In fact, many “political celebrities” seem to suddenly apprear on television during a disaster. Disasters have become targets of camcorder politics in which not only the politicians but also the celebrities seek opportunities to be filmed at disaster sites in order to exhibit compassion and at the same time to demonstrate responsiveness to the public that may yield them some benefits of being popular and perceived as generous.

As for the media, conveying urgency, immediacy and even danger becomes the goal of most correspondents at scenes of disasters. Unfortunately in some cases, the situation press the edges of responsible journalism. Some media look for whatever is sensational, engrossing and controversial. News gathering and investigative report by such media may produce politically and managerially troublesome outcomes for the emergency management.

2-3. Case of Metro TV

The news on Metro TV was designed to be fully intelligible to viewers. It focused on providing tsunami-related programs with constant updates about the situation. There were breaking news every hour, occasionally interrupting or replacing television programme schedules to provide latest news updates as soon as some important events occurred. Information, narration, sound and pictures were selected and organized to illustrate the seriousness of the disaster.

For most Indonesians, Tsunami Aceh, was the largest disaster ever seen. Before 2004, major disasters in Indonesia included train crashs, volcanic erruptions and others but the Tsunami Aceh was by far the most serious.

The CNN effect happened in Indonesia too. The news channel Metro TV can be perceived as a pioneer for CNN-style media coverage in Indonesia. Metro TV reports portrayed the serious damages and deaths. It also broadcasted images of shocked people who just looked around with empty eyes, became still as few silent tears slowly rolled down their faces, at the site where it was supposed to be their home. The images of empty beaches with few palm trees left told the viewers that everything along the shore was absorbed by the sea, leaving few remains. Metro TV also reported how shops were destroyed, houses crushed and roofs, walls and foundations of buildings were scattered on the sand.

Such images replaced the commercial messages that should have appeared otherwise. These dramatic images were aired every day for one month after the disaster. At the end of each news, there was an interview with experts including earthquakes experts, psychologists, sociologists and government officers. The program was aired live using Sattellite News Gathering (SNS) and telephone.

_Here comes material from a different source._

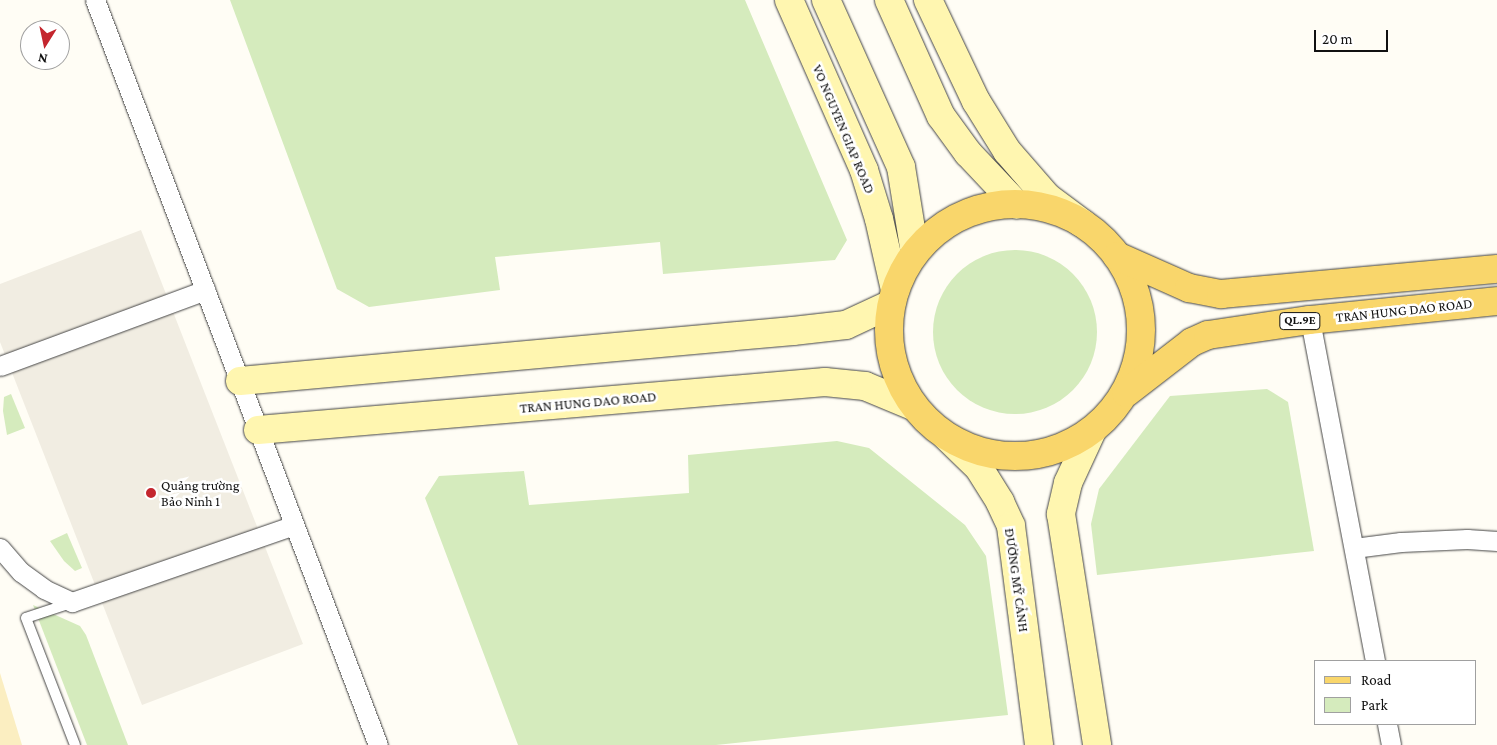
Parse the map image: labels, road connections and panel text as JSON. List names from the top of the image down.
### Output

Metro TV reporters were sent to different locations to profide updates every hour. They even produced some exclusive programs to attract the viewer’s attention. Images were integrated with the verbal accounts that engaged the eyes and ears of the viewers. Metro TV used music and montages of images in the background, providing viewers with impressionistic portraits of the event. To make the news more credible, Metro TV often broadcasted interviews with experts from the BKMG (Indonesian Agency for Meteorology, Climatology and Geophysics) and other related agencies.

2-4. Fundraising activities

Waves of donations hit Aceh after Metro TV broadcasted the impact of tsunami on Aceh, also known as Tanah Rencong. During the following 40 days, through series of breaking news and programs such as “Indonesia Menangis (Indonesia Crying),” the TV station brought tears to viewers outside of Aceh. The broadcast also inspired viewers to donate their possessions and money. Aceh’s sad news was soon spread abroad. After a few weeks, 15 countries agreed to unite their aid in the Multi Donor Fund for Aceh and Nias (North Smatra province hit by tsunami), amounting to USD 525 million. The Fund was led collectively by representatives from the European Union, the largest donor, the World Bank, and the Agency for Rehabilitation and Reconstruction for the Region and Community of Aceh and Nias (BRR). Asian Development Bank funded USD 300 million.

In addition to receiving relief goods through the TV program “Indonesia Crying,” this private station opened accounts for donation in Indonesian banks (Bank of Central Asia and Bank Mandiri). Fundraising was successful that within a week, it collected Rp 40 billion. The TV coverage greatly increased national and international awareness, enhancing solidarity and participation not only within Indonesia but also across the world.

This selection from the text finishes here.